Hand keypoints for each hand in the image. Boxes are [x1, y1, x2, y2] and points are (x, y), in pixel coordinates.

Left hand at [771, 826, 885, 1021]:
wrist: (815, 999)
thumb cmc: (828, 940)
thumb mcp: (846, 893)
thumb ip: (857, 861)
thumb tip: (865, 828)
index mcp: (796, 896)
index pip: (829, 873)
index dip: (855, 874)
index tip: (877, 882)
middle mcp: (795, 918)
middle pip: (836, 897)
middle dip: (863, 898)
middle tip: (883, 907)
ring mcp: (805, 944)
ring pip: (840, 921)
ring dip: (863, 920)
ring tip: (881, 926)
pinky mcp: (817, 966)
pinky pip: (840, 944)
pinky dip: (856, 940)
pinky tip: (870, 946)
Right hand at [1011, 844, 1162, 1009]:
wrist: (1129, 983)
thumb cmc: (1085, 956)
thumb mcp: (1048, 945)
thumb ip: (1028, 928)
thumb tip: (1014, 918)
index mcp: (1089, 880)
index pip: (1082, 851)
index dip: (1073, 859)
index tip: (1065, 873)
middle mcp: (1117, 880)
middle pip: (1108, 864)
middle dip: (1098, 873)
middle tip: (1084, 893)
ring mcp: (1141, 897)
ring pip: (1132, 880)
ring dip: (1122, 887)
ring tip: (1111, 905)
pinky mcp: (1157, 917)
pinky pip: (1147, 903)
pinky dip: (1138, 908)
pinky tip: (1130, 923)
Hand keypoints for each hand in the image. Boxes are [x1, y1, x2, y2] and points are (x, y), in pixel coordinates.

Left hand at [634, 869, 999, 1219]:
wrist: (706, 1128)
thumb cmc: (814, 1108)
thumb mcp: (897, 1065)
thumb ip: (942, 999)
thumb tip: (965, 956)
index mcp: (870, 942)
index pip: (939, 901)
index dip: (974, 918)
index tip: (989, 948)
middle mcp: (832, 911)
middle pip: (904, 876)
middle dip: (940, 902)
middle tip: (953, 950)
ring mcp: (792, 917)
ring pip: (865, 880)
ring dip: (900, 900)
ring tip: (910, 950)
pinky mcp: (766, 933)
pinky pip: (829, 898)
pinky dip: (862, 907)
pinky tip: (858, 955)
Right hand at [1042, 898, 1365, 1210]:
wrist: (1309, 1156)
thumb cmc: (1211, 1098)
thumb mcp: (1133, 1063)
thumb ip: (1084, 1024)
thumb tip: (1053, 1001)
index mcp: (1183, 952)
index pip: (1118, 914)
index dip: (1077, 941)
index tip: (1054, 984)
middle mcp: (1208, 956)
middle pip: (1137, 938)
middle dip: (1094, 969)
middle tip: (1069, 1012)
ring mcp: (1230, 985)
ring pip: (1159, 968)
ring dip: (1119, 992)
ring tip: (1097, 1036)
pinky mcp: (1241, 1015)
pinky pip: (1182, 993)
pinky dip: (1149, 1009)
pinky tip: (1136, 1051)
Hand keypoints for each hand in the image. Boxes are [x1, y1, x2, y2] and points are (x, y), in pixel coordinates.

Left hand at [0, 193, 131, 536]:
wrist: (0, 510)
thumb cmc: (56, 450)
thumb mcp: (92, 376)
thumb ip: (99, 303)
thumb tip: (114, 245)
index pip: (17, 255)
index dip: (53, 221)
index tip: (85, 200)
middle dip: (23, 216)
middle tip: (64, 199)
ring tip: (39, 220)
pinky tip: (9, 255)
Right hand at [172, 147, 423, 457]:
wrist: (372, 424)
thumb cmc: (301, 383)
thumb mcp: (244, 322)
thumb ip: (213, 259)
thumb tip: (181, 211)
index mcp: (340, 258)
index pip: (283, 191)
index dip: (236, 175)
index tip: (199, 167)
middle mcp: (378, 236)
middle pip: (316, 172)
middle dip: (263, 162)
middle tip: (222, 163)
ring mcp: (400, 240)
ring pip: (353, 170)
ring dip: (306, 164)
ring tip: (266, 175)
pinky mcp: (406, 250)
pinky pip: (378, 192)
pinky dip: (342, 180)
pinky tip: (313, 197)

-.-.-

**WHAT THE TASK REQUIRES**
Every record above is to be copied out exactly.

**SOLUTION FOR THIS EXERCISE**
Hand keypoints for each hand in the image. Boxes are [x1, y1, x2, y2] and points are (x, y), in pixel coordinates.

Left hand at [771, 826, 885, 1021]:
wrist: (815, 999)
thumb cmc: (828, 940)
thumb mcp: (846, 893)
thumb ip: (857, 861)
thumb tip: (865, 828)
index mcp: (796, 896)
index pip: (829, 873)
index dip: (855, 874)
index tip: (877, 882)
middle mcp: (795, 918)
middle pip: (836, 897)
middle dip: (863, 898)
middle tip: (883, 907)
ring mcp: (805, 944)
ring pip: (840, 921)
ring dip: (863, 920)
ring tip: (881, 926)
pinky mcp: (817, 966)
pinky pip: (840, 944)
pinky dip: (856, 940)
pinky tip: (870, 946)
Right hand at [1011, 844, 1162, 1009]:
wrist: (1129, 983)
thumb cmc: (1085, 956)
thumb mcp: (1048, 945)
thumb ip: (1028, 928)
thumb tip: (1014, 918)
index mcp: (1089, 880)
index pip: (1082, 851)
index dip: (1073, 859)
index tip: (1065, 873)
middle mcp: (1117, 880)
middle pip: (1108, 864)
middle dip: (1098, 873)
middle tip: (1084, 893)
ring mcp: (1141, 897)
ring pip: (1132, 880)
ring dip: (1122, 887)
ring tip: (1111, 905)
pinky mcp: (1157, 917)
pinky pip: (1147, 903)
pinky dip: (1138, 908)
pinky tip: (1130, 923)
Hand keypoints for each hand in the image. Boxes are [x1, y1, x2, y2] and points are (x, y), in pixel coordinates.

Left hand at [634, 869, 999, 1219]:
wrist: (706, 1128)
thumb cmc: (814, 1108)
thumb mcp: (897, 1065)
thumb ip: (942, 999)
thumb tip: (965, 956)
index mcp: (870, 942)
index pip: (939, 901)
index dip: (974, 918)
index tip: (989, 948)
middle mcp: (832, 911)
middle pip: (904, 876)
middle dip: (940, 902)
middle tip: (953, 950)
ring mcp: (792, 917)
ring pip: (865, 880)
ring dip: (900, 900)
ring tip: (910, 950)
pinky mcp: (766, 933)
pinky pip: (829, 898)
pinky dip: (862, 907)
pinky tip: (858, 955)
Right hand at [1042, 898, 1365, 1210]:
wrist: (1309, 1156)
thumb cmc: (1211, 1098)
thumb mcp: (1133, 1063)
thumb ip: (1084, 1024)
thumb tip: (1053, 1001)
index mcp: (1183, 952)
index pip: (1118, 914)
index dip: (1077, 941)
index tip: (1054, 984)
middle mcp: (1208, 956)
middle pip: (1137, 938)
middle dip: (1094, 969)
middle tip: (1069, 1012)
ring mcp: (1230, 985)
ring pip: (1159, 968)
ring dip: (1119, 992)
ring tip: (1097, 1036)
pinky mcp: (1241, 1015)
pinky pip: (1182, 993)
pinky dip: (1149, 1009)
pinky tip: (1136, 1051)
Hand keypoints for each hand in the image. Boxes are [x1, y1, x2, y2] and points are (x, y), in pixel coordinates.

Left hand at [0, 193, 131, 536]:
wrist: (0, 510)
thumb cmc: (56, 450)
thumb mcp: (92, 376)
thumb ip: (99, 303)
thumb tip: (114, 245)
index pip: (17, 255)
index dip: (53, 221)
index tip: (85, 200)
middle dip: (23, 216)
middle tip: (64, 199)
ring tip: (39, 220)
pinky tip: (9, 255)
Right hand at [172, 147, 423, 457]:
wrist: (372, 424)
thumb cmc: (301, 383)
thumb mcp: (244, 322)
thumb ip: (213, 259)
thumb tip: (181, 211)
index mcp: (340, 258)
index pip: (283, 191)
index dip: (236, 175)
index tip: (199, 167)
middle mcp: (378, 236)
middle pip: (316, 172)
middle dip: (263, 162)
middle tip: (222, 163)
ring mcp: (400, 240)
ring pip: (353, 170)
ring dip: (306, 164)
ring tip: (266, 175)
pinky mcp: (406, 250)
pinky pip: (378, 192)
pinky dip: (342, 180)
pinky tip: (313, 197)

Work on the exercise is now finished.